Buffer EB and further diluted into 20 µl aliquots of 100 cell-equivalents/µl. (the cell calculations

assumed 6 pg DNA per diploid cell).

Primer design:

Primer sets with one biotin-labelled primer were used to amplify the bisulfite converted DNA

samples. Thirty genes were identified from the literature (Web-table W1) as candidate genes for this

study as previously described [w1]. New primers for each of the 30 genes (Web-table W2) were

designed using PyroMark Assay Design software version 2.0.1.15 (Qiagen), with an aim to keep

amplicons short with lengths between 90 to 140 base pairs (bp) to facilitate later studies on FFPE

3

specimens. Maximum permissible size of the amplicons was 210 bp. All primers were located in

promoter or first exon CpG islands identified by MethPrimer [w2] depending on where the design of

the assay allowed for optimal primers. CG dyads were not allowed in any forward, reverse or

sequencing primer positions to prevent any amplification bias. Mean size of all of the amplicons was

117 bp. For genes, previously investigated by other methods, primers were positioned to investigate

the same CGs or ones in close vicinity. To provide the internal control for total bisulfite conversion, a

non-CG cytosine in the region for pyrosequencing was included where possible. Three to six CG

positions were investigated in each gene.

PCR and Pyrosequencing:

PCRs were performed using bisulfite converted DNA equivalent of 200 to 400 cells employing the

PyroMark PCR kit (Qiagen). Briefly, 12.5 µl master mix, 2.5 µl Coral red, 5pmol of each primer, 7 µl of

water and 2 µl sample were mixed for each reaction and run at thermal cycling conditions: 95°C for

15min and then 45 cycles: 30 sec at 94°C; 30 sec at the optimized primer-specific annealing

temperature (Web-table W2); 30 sec at 72°C and a final extension for 10 min at 72°C. The correct

amplified DNA was confirmed by electrophoresis in a 2% low melting point agarose gel (Sigma-

Aldrich, Steinheim, Germany) in TBE buffer or by the QiaExel capillary electrophoresis instrument

(Qiagen). A standard pyrosequencing sample preparation protocol was applied [w3]. 3 µl

streptavidin beads (GE Healthcare, UK), 37 µl PyroMark binding buffer (Qiagen), 20 µl PCR product

and 20 µl water were mixed and incubated for 10 min on a shaking table at 1300 rpm.
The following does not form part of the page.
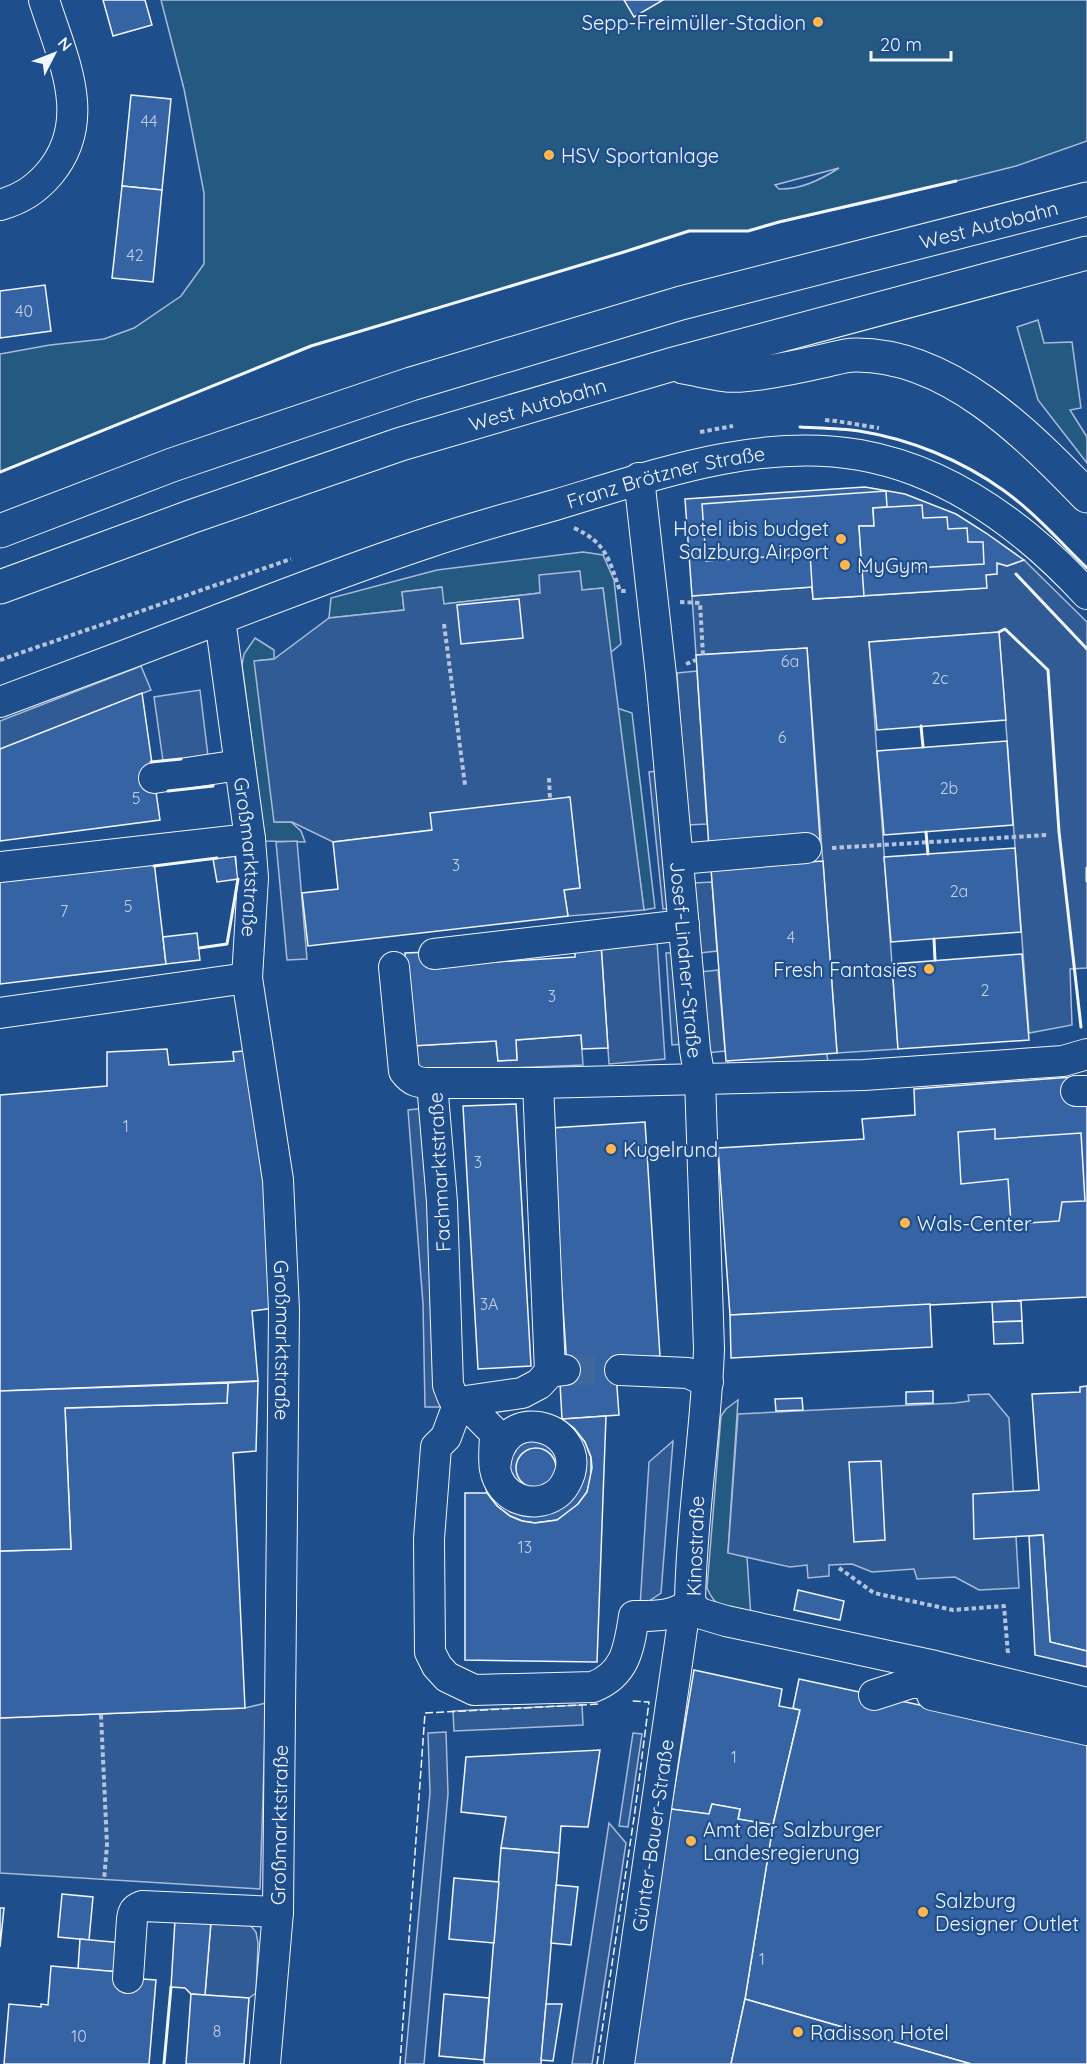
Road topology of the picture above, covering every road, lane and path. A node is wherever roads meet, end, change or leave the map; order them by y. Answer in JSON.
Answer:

Using the

Biotage Q96 Vaccum Workstation, amplicons were separated, denatured, washed and added to 45µl

annealing buffer containing 0.33 µM of pyrosequencing primer. Primer annealing was performed by

incubating the samples at 80°C for 2 min and allowed to cool to room temperature prior to

pyrosequencing. PyroGold reagents were used for the pyrosequencing reaction and the signal was

analyzed using the PSQ 96MA system (Biotage, Uppsala, Sweden). Target CGs were evaluated by

4

instrument software (PSQ96MA 2.1) which converts the pyrograms to numerical values for peak

heights and calculates proportion of methylation at each base as a C/T ratio. All runs contained

standard curves, which comprised a range of control methylated DNA (0%, 25%, 50%, 75%, and

100%) to allow standardized direct comparisons between different experiments. For the standard

curves a total of 300 ng of unmethylated (Qiagen) and hypermethylated DNA (Millipore, Billerica,

MA, USA) were mixed to obtain the different ratios of DNA methylation and then bisulfite converted

as described above.

A further selection of preferred genes from the initial 30 candidate genes was performed after the

first 30 samples were processed. Genes (n = 20) correlating to (p <0.1) any of Age, Nodal status,

Histological grade, ER, PgR, HER2 were selected as preferred. The remaining 10 genes (Web-table

W2) had very low methylation frequency and levels and therefore were unlikely to succeed as

biomarkers. These genes were therefore not investigated further in this study; we report findings on

20 selected preferred genes.

We have previously established reproducibility of the PCR-PSQ method [w1]; therefore, all samples

were assayed once except for the samples which did not yield pass results on first assay. Such

samples were assayed once more and data were recorded as missing if the samples were

unsuccessful in the second instance as well. Failed samples constitute a very low proportion of the

samples investigated.

5

Web-table W1: Candidate genes and the studies that formed the basis for their selection.

No. Gene References

1 APC [w4-21]

2 RARB [w8, 13, 14, 17, 18, 20-25]

3 RASSF1A [w6-9, 11, 14, 16-25]

4 GSTP1 [w8, 9, 12, 16, 18, 20-22]

5 MDR1 [w21, 26-28]

6 TIG1 [w21, 29, 30]

7 EDNRB [w27, 31, 32]

8 CDH13 [w23, 24, 33, 34]

9 HIN1 [w14, 18, 20, 23-25, 30]

10 DPYS [w35]

11 NKX2-5 [w35, 36]

12 EGFR5 [w35]

13 PTGS2 [w21, 37-39]

14 BCL2 [w21, 40]

15 PDLIM4 [w24, 39, 41]

16 CCND2 [w9, 19, 20]

17 P16 [w15-17]

18 CDH1 [w5, 12, 17, 22]

19 SFN [w20, 42]

20 SERPINB5 [w43, 44]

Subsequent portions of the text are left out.